Matt Yglesias is, I think, very wrong about this:

The idea that a mass market of retail investors ineptly attempting to maintain a balanced diverse portfolio serves a useful role in steering capital to productive uses doesn’t pass the laugh test.

Not only does it pass the laugh test: it’s the driving idea behind capital markets. You take a large mass of inept investors — call them noise traders, or dumb money, or whatever you like — and watch as they do silly things, often lose money, and nearly always underperform some simple buy-and-hold strategy. Then sprinkle in some smart investors and arbitrageurs and the like, who make markets vaguely efficient and help with price discovery. The effect is a market where people feel safe stashing millions of dollars, and where companies can raise billions in equity and debt.

The point here is that you don’t need the noise traders to be smart or efficient in order to make markets work; their role is basically to provide the fuel for the fire. It’s the companies and entrepreneurs who light the match, add value, and create economic growth.

And the more efficient a market is, the dumber investors can be while still making near-optimal returns.

Yglesias has an alternative, of course. Basically, retail investors pay more in social-security taxes, leaving less money left over for savings; that money gets put into some form of federally-insured savings account where it can be used on a rainy day or maybe Christmas. The government takes on the job of insuring all those savings at 100 cents on the dollar, and of guaranteeing a comfortable retirement from Social Security.

Now I’m a great believer in the government offering defined-benefit pensions to its own employees. But there’s a difference between Social Security and defined-benefit pensions: pension funds can and do invest in anything they like, while the Social Security trust fund invests only in Treasury Securities, nearly all of which currently trade at a negative real yield.

The point here is that pension plans can do something that Social Security can’t: they can invest in the future growth of the economy, rather than just paying out pensions to the elderly and maybe buying a few Treasury bonds, at the margin, so long as the plan is still cashflow positive.

There’s another reason, too, why individual pensions are a great idea: they don’t suffer from the kind of maturity mismatch that’s endemic to most of the rest of the financial world. I can invest my pension-plan money with a 20-year time horizon, because I’m not going to be retired for another 20 years. (And even once I’m retired, I’m not just going to liquidate everything and go to cash.) By contrast, the people putting money in a savings account until Christmas literally measure their time horizon in months. Banks take that money and lend it out for much more than a few months, of course — it’s called maturity transformation, and it’s basically a good thing. But it’s also dangerous, and needs careful hedging and insurance and risk management.

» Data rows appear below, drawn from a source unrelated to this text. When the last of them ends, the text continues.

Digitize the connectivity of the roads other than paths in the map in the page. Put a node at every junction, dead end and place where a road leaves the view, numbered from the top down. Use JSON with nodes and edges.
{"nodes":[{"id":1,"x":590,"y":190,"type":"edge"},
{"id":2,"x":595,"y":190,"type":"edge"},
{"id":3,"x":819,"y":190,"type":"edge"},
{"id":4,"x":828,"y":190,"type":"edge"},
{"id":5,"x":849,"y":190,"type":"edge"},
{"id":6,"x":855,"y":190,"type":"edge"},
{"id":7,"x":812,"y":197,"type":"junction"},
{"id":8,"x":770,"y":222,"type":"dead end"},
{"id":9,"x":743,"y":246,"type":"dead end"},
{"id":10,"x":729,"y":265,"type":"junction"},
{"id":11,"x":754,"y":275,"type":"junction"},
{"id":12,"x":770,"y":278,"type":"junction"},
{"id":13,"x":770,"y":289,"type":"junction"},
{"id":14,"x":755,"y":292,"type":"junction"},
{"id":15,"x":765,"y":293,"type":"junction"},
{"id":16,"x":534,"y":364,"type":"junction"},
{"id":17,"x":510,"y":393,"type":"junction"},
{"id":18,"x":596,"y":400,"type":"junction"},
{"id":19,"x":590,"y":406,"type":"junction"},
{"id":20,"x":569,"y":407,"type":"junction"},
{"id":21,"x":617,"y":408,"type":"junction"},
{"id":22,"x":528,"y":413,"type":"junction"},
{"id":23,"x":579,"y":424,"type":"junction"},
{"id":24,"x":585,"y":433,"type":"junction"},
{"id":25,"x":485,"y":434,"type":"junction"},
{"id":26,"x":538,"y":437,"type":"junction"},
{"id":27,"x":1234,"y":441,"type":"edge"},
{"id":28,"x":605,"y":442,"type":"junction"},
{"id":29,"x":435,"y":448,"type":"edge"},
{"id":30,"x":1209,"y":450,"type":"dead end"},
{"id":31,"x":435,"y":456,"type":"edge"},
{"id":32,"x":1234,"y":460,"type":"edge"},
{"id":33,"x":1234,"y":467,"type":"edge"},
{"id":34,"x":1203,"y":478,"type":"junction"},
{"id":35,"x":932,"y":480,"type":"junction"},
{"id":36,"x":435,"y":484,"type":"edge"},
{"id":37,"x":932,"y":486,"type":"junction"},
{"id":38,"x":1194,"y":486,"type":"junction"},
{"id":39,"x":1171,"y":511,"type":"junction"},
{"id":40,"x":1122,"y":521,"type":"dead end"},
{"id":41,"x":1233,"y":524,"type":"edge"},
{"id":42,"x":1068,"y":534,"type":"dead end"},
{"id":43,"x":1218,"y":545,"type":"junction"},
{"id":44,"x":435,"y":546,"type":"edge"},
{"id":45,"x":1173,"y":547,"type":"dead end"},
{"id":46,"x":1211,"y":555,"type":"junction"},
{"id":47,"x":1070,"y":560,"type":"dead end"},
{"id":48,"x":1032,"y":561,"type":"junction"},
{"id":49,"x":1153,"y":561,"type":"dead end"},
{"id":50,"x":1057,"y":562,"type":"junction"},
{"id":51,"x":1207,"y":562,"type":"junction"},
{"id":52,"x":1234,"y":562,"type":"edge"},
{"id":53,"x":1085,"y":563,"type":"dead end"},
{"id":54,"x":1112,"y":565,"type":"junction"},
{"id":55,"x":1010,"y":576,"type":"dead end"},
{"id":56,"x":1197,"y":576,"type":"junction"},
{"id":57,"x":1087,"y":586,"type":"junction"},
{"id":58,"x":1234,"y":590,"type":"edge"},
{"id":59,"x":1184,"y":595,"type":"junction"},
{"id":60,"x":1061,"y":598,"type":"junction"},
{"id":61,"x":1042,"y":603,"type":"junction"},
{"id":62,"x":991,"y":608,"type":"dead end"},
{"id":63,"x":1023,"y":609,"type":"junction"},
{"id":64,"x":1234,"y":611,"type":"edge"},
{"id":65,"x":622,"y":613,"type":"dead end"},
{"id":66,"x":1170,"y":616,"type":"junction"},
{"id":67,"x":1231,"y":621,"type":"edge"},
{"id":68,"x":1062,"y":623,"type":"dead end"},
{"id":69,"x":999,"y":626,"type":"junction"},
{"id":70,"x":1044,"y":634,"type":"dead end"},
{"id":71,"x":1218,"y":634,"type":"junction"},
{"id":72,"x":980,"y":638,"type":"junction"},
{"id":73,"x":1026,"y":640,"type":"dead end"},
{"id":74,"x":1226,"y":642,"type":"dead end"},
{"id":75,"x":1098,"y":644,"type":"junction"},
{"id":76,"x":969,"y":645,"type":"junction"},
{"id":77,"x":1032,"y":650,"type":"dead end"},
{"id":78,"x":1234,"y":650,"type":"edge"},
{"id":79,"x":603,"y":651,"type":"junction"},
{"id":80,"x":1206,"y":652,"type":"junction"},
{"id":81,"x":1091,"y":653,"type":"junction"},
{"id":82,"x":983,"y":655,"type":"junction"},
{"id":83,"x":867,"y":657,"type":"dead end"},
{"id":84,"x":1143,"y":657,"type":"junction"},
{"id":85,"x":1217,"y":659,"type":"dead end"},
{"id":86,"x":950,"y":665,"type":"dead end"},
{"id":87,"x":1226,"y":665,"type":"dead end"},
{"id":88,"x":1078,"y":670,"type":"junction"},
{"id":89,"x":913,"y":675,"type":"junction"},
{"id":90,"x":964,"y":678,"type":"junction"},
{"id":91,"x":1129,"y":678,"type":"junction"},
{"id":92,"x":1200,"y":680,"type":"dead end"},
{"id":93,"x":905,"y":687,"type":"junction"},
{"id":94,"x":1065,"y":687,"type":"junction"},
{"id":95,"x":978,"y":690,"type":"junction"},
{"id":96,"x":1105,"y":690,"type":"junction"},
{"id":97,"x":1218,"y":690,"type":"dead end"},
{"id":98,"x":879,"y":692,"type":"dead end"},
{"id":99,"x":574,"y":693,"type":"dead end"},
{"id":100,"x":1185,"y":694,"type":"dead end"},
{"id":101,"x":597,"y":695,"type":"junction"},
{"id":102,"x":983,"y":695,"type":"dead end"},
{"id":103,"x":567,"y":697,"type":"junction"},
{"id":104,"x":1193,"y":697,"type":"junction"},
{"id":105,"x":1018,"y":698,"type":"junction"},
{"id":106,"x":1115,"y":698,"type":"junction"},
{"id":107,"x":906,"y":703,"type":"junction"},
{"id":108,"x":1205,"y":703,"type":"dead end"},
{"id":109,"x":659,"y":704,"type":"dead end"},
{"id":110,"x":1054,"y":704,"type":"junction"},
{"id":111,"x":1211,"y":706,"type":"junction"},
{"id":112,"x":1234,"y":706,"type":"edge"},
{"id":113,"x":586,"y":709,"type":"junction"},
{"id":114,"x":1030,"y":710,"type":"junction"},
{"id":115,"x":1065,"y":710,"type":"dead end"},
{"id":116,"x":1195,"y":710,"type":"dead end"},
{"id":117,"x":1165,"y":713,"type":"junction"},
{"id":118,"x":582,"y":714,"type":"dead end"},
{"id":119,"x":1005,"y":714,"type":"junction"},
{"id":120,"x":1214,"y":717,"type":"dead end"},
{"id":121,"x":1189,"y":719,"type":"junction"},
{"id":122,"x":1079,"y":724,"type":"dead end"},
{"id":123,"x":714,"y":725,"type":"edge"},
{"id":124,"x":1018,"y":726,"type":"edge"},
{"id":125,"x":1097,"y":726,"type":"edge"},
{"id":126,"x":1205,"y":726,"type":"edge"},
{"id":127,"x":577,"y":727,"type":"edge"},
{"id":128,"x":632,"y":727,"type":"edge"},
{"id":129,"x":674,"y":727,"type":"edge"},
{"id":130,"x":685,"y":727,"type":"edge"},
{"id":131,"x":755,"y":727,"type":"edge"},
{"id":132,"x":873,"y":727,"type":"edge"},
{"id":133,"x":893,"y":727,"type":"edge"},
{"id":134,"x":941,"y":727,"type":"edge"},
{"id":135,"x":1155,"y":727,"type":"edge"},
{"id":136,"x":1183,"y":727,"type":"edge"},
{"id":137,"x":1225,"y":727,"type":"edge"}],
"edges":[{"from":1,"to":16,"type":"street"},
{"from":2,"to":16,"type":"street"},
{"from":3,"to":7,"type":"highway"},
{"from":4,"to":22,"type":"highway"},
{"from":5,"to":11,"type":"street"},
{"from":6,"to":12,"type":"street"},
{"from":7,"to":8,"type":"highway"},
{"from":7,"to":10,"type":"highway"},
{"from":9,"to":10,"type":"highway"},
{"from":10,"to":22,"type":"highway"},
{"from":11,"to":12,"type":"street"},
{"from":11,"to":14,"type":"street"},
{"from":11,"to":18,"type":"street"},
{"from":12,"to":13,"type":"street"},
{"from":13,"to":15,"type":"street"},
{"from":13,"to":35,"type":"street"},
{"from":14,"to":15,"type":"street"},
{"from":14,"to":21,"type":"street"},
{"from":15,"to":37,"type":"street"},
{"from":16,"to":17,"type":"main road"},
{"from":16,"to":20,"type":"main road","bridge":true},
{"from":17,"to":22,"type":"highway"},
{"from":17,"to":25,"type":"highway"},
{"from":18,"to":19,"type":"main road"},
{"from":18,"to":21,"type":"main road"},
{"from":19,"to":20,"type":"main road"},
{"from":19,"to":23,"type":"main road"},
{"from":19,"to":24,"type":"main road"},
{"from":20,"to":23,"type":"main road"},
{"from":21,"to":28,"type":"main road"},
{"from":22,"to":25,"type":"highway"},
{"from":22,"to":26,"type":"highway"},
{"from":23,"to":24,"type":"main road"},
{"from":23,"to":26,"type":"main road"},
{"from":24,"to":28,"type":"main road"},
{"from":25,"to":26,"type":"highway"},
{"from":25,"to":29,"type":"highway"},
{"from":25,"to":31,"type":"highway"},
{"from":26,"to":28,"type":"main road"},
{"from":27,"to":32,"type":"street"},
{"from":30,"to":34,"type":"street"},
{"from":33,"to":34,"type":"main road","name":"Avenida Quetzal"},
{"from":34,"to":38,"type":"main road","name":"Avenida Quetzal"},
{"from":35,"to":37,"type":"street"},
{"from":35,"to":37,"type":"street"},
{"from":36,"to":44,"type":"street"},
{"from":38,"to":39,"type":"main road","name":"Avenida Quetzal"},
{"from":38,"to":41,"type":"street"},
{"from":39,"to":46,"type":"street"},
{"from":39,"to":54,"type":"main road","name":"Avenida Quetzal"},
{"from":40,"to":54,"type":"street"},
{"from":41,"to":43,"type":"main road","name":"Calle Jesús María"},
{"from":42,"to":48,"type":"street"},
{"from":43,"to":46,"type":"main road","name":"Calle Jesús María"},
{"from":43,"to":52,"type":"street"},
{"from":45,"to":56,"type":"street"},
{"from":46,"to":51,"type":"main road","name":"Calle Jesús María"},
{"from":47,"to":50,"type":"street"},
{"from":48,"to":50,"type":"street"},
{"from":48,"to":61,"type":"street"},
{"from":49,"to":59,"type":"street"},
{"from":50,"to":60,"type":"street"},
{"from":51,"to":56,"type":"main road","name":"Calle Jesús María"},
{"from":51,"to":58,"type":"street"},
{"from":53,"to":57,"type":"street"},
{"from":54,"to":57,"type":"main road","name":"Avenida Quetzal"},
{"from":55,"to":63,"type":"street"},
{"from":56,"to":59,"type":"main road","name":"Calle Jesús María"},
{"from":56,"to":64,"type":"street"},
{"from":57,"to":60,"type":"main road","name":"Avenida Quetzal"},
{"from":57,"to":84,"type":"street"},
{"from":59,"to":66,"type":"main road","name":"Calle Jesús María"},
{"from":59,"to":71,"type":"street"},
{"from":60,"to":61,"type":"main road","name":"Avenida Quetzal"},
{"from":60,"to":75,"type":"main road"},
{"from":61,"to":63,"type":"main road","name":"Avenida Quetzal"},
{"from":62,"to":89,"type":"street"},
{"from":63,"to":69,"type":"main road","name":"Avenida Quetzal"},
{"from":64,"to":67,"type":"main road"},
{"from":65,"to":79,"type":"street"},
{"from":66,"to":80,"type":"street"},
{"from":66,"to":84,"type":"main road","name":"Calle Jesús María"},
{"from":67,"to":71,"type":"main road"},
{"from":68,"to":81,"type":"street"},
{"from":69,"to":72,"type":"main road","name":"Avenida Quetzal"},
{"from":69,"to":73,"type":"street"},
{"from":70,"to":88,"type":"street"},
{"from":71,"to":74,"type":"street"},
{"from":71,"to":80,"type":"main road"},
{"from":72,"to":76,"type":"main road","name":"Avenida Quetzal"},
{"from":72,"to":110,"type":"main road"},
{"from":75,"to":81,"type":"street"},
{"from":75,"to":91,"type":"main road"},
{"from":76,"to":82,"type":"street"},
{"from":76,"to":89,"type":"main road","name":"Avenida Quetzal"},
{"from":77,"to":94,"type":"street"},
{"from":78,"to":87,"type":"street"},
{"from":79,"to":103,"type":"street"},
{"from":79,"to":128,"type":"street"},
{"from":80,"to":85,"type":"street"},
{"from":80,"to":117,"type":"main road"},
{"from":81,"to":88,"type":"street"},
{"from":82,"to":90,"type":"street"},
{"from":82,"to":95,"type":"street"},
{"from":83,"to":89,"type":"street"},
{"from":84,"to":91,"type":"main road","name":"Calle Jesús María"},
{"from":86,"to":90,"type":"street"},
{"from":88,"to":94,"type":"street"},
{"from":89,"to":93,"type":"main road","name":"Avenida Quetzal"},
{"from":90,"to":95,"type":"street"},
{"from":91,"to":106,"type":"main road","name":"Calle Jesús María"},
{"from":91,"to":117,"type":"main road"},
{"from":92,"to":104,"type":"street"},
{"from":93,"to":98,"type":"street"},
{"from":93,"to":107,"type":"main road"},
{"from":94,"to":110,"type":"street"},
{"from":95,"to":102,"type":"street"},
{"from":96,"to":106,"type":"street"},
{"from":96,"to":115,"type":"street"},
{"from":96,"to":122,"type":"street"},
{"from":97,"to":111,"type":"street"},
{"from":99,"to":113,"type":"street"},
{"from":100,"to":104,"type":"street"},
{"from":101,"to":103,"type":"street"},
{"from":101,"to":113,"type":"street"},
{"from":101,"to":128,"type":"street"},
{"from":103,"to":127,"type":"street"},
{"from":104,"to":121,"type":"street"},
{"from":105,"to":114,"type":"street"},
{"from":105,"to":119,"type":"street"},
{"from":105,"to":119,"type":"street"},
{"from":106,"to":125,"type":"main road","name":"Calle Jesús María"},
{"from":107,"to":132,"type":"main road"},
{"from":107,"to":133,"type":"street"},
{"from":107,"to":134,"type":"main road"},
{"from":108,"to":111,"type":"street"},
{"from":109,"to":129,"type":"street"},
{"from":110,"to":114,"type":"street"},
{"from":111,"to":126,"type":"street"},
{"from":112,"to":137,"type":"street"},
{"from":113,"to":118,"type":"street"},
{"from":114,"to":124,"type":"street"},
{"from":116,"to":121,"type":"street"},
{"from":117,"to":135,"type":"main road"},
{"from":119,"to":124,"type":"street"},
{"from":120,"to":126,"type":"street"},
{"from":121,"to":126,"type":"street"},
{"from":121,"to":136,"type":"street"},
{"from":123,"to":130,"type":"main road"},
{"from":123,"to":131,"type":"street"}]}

And banks do much more than simple maturity transformation: they’re involved in what Steve Waldman calls a mutually-beneficial con. (Go read his post, by the way, it’s fabulous. Chris Hayes says it “may be the most thought-provoking post I’ve read all year”.) Banks create all manner of opacity and complexity just so that everybody thinks that he’s not bearing any risk; as a result, they can end up putting on risk trades that none of us would really have any appetite for on our own.

Except, that is, perhaps, in our ultra-long-term retirement accounts.

Pension plans are the one part of the financial world where risk appetite is real, and doesn’t have to be covered up with financial opacity and complexity. Let’s build them up, rather than try to marginalize them by constructing an ever-growing welfare state. “No firm is nearly as big or durable as the entire United States of America”, says Yglesias, quite rightly. But if there’s one thing we’ve all learned this year, it’s that even the United States of America isn’t risk-free. And the bigger its entitlement programs get, the bigger the amount of sovereign risk there is in the US.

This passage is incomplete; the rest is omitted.